Bevor Ska Keller das Mikrofon übernimmt, lässt es sich Patrick Friedl nicht nehmen, allen Gästen, Helfern und Rednern des Abends nochmals herzlich zu danken. Friedl: „Besonders froh sind wir natürlich alle über den Besuch von Ska Keller. Die studierte Islamwissenschaftlerin wurde bereits im Alter von 27 ins EU-Parlament gewählt und steht dort seit Jahren an der Spitze starker Grüner. Damit übergibt er dann an Ska Keller, die entschlossen und enthusiastisch eine Lanze für Europa bricht, die von ihrer Arbeit berichtet, den Erfolgen und Fortschritten, aber auch von den Rückschlägen und die es sich eben nicht nehmen lässt, mit den Anwesenden ein Gespräch zu führen - über Subventionen, Verteilungsgerechtigkeit, Flüchtlinge, den Klimaschutz, über Errungenschaften, aber auch über Probleme und Aufgaben Europas, die es noch zu lösen gilt. Ihre Rede ist vor allem eines: ein starkes Plädoyer für Zusammenhalt und Zusammenarbeit innerhalb Europas.

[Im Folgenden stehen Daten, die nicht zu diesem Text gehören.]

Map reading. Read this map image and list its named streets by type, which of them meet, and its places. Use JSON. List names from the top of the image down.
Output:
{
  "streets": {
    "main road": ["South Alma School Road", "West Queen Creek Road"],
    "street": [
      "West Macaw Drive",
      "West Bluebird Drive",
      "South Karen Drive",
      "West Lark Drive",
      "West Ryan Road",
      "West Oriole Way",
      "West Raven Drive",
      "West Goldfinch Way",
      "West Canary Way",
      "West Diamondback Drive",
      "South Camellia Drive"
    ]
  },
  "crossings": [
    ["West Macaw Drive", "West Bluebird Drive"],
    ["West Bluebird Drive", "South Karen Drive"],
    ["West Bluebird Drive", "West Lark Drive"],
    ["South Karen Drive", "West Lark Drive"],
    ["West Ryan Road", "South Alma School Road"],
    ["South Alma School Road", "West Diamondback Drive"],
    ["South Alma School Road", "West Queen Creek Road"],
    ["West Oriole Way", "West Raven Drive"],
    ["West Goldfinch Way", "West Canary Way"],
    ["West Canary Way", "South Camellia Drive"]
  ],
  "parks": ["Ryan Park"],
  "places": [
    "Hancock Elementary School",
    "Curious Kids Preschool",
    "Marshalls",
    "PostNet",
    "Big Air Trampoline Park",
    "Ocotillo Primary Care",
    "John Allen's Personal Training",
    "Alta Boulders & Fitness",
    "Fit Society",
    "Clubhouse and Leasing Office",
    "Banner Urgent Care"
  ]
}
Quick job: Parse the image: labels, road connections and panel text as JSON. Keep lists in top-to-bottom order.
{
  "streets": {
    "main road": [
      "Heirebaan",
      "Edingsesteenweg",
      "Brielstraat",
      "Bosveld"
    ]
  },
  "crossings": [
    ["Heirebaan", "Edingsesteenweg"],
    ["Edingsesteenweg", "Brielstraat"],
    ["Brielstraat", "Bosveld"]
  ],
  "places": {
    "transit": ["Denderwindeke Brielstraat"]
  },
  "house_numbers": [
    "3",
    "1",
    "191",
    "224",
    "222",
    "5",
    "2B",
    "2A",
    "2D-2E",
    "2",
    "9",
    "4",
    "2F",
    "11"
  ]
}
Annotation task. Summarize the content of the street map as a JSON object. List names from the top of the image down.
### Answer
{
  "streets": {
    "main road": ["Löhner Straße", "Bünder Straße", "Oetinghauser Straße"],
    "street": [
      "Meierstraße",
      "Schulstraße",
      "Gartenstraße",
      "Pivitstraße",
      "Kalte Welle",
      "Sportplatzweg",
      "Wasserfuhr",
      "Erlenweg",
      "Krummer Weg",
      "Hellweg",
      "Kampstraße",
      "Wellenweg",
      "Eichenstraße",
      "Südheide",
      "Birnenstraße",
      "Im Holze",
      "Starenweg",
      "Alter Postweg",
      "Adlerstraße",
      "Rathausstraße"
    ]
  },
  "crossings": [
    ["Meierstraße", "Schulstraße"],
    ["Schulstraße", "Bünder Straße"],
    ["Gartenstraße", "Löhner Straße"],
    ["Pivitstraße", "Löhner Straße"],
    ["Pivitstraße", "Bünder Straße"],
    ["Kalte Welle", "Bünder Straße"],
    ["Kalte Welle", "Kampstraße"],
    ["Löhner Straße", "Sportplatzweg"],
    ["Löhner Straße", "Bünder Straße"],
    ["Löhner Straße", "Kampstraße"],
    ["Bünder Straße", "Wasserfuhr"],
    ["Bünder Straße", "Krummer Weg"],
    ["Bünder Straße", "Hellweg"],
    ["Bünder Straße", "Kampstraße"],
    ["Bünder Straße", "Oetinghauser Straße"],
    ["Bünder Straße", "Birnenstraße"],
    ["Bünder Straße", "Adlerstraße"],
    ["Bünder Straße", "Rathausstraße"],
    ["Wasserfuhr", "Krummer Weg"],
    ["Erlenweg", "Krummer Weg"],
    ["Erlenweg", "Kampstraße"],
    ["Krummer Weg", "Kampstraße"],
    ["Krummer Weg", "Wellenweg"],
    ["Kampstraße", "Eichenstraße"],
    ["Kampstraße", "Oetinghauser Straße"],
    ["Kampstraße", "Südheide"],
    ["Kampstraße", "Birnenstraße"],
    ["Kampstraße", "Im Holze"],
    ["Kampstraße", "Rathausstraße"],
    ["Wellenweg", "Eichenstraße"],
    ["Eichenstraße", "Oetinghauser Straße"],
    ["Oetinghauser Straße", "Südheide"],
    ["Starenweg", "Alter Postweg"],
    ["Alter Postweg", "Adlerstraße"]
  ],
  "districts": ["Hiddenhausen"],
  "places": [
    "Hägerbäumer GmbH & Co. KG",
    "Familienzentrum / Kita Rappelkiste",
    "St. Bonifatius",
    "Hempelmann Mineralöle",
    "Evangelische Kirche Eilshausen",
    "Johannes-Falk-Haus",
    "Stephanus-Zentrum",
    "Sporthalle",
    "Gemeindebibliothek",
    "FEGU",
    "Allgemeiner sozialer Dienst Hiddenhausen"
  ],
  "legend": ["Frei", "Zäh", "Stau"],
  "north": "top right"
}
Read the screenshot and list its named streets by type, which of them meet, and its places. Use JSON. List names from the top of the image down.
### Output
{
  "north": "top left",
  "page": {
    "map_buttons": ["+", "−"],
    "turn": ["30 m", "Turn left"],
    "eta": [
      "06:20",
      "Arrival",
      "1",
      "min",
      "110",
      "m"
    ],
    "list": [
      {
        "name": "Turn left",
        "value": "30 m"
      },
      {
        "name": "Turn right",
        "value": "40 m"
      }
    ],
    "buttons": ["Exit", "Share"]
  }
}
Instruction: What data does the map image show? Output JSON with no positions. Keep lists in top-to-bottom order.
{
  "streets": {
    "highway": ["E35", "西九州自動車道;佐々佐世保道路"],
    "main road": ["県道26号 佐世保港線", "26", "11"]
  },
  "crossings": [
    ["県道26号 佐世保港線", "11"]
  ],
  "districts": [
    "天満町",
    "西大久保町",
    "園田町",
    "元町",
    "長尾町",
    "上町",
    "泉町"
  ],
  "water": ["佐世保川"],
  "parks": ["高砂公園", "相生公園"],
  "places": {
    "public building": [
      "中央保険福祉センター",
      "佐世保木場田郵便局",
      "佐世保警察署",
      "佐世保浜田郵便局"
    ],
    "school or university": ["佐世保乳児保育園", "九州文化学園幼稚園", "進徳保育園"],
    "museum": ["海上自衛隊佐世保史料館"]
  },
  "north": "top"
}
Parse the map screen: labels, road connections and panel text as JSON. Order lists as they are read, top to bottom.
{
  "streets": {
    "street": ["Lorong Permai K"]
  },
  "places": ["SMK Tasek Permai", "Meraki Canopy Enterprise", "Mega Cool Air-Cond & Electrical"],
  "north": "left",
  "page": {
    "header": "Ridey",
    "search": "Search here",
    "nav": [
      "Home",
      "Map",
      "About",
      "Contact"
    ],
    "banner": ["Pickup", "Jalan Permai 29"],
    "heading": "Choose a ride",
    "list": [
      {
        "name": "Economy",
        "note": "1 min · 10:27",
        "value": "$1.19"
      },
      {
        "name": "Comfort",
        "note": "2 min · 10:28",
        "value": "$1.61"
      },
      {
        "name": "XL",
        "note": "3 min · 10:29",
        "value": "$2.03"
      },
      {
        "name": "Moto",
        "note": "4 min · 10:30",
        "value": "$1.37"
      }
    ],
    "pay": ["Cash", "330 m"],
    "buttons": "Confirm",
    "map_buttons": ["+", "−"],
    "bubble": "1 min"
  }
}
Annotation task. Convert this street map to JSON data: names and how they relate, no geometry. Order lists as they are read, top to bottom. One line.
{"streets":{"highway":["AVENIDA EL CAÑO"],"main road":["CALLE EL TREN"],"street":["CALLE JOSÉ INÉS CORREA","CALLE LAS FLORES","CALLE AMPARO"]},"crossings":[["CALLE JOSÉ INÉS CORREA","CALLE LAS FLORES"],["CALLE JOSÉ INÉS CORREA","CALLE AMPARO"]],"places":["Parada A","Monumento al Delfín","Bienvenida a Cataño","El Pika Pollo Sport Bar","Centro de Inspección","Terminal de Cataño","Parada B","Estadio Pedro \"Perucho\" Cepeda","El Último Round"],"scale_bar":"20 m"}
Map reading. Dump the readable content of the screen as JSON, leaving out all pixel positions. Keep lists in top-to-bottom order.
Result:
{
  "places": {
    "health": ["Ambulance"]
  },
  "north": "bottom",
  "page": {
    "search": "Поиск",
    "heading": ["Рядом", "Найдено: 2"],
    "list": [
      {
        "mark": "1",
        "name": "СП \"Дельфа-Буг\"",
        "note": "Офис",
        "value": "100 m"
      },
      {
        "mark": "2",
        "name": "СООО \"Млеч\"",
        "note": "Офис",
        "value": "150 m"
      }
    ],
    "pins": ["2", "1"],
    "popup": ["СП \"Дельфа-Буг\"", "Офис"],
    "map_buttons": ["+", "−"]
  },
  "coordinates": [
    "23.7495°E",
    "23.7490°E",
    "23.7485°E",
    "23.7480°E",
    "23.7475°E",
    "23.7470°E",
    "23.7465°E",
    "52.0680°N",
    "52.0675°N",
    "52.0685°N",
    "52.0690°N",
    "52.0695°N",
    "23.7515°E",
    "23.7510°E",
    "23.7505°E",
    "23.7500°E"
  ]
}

Ska Keller: „Klima- und Umweltprobleme, ebenso wie Migration, kennen keine Grenzen. Kein einziges Land kann alleine mit verschmutzten Gewässern und mit allen Flüchtlingen klar kommen, Flüsse und Menschen überqueren Grenzen.“ Sie spricht das Thema der sozialen Gerechtigkeit an, fordert faire Löhne und bezieht klar Position: „Wir müssen als Europa gemeinsam auftreten und dürfen es nicht mehr zulassen, dass wir diesen Wettbewerb um billigere Löhne zwischen den einzelnen Ländern haben. Nur mit einem gemeinsamen Wirtschafts- und Sozialkonzept kann es zusammen vorangehen.“ Das Thema Frieden in Verbindung mit globaler Gerechtigkeit liegt Ska Keller am Herzen. Das wird spätestens dann deutlich, als sie das Atomabkommen mit dem Iran anspricht. „Wir in Europa sollten versuchen, dieses Abkommen aufrechtzuerhalten. Dann können wir global eine wichtige Rolle spielen“, sagt sie.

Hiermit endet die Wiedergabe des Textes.